Some Thoughts on the Future of Responsible Investment

By September 14, 2021No Comments

For almost 50 years now, I have been active in the world of responsible investment (otherwise known as sustainable investment, ESG integration, and impact investment, among other things). Its growth, especially since 2010, has surprised me. Assets under management in this once obscure discipline are estimated at as much as $37.8 trillion by year-end 2021.[i] Around the world, the field is exploding with new products, a deluge of data and heightened recognition from regulators.

I am particularly surprised at these developments given that since its earliest years, its practitioners have faced a barrage of criticism. The three prongs of these attacks have remained essentially unchanged over time. They are as follows: Those with pretenses to responsible investment are hypocrites, mouthing platitudes about creating a better world while not changing their fundamental practices. They are driven by their for-profit nature and supposed fiduciary duty to maximize returns at the expense of society and will forever leave a trail of destruction behind them. What’s more, they haven’t accomplished anything positive or of substance and never will; society’s biggest environmental and social challenges are just getting worse, and only government can help.

In the face of this litany of shortcomings, why has responsible investment managed such advances? What accounts for its present boom? Where is it heading? And most importantly: can it possibly bring its implied promise of fundamental change to the financial community or is that just a pipe dream?

To help resolve these conundrums, I find it useful to keep in mind the ever-shifting vocabulary that the field has used to describe itself over the decades and that have captured the essence of its purpose. These changes in naming record the totality of its motivations, ambitions and strategies as it has slowly gained traction.

In the 1970s and early 1980s, the first responsible investors were unapologetic about the ethical nature of their vision. The first serious book to define the field in 1972 was titled The Ethical Investor.[ii] My business partner Amy Domini named her 1986 book Ethical Investment.[iii] Founded in 1983, EIRIS, an acronym for Ethical Investment Research Services, was the first and long-dominant research firm supporting responsible investors in the United Kingdom.[iv] For these investors, ethical issues dominated their world: apartheid in South Africa, the war in Vietnam, racial and gender discrimination, environmental destruction and an all-out nuclear arms race.

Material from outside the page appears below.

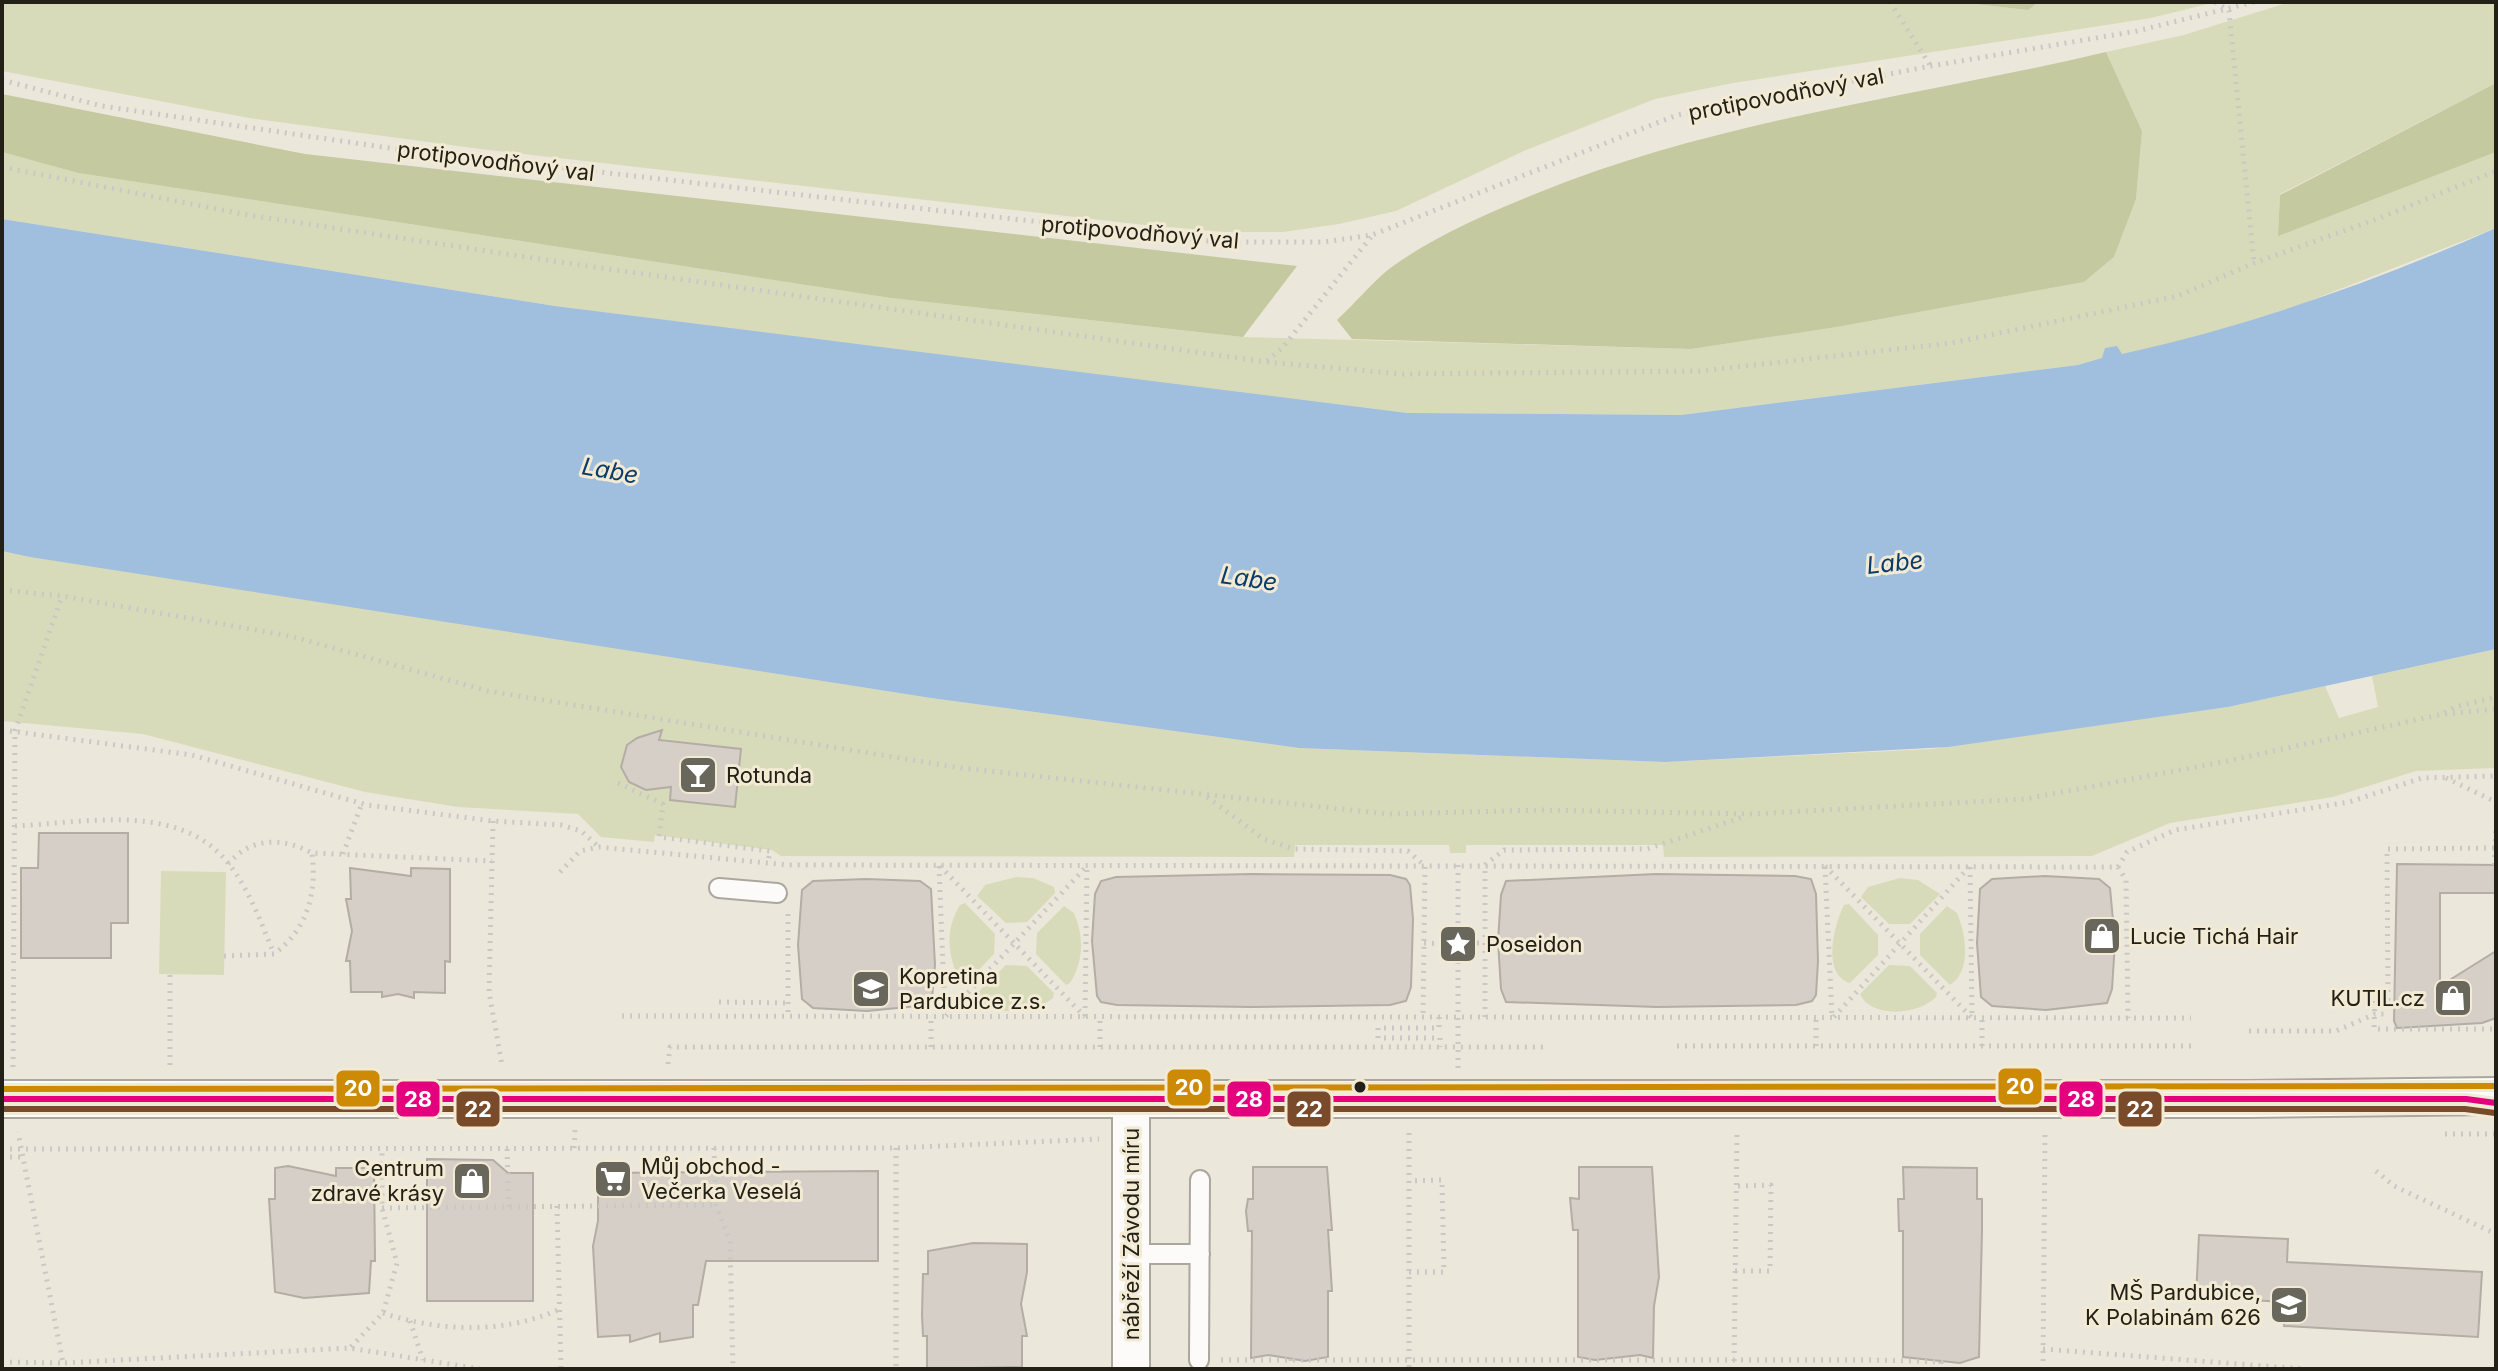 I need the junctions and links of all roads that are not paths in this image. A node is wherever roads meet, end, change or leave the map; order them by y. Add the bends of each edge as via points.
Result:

The joke at the time was that “ethical investment” was an oxymoron. This reflected the financial community’s profound discomfort with the idea that making money and being ethical shared anything in common; indeed, an ethical consideration—acting morally—was often seen as a hindrance, not a help, in achievement of its primary duty: maximizing returns.

With the ethical door shut firmly in their face, these investors introduced two other descriptors in the late 1980s: “socially responsible” and “sustainable” investment. Surely, the financial community could at least recognize a general “responsibility” to society and an obligation to “sustain” life on Earth. The launch of the John Elkington’s consultancy SustainAbility in 1987 and the Domini 400 Social Index in 1990 were indicative of this change in description.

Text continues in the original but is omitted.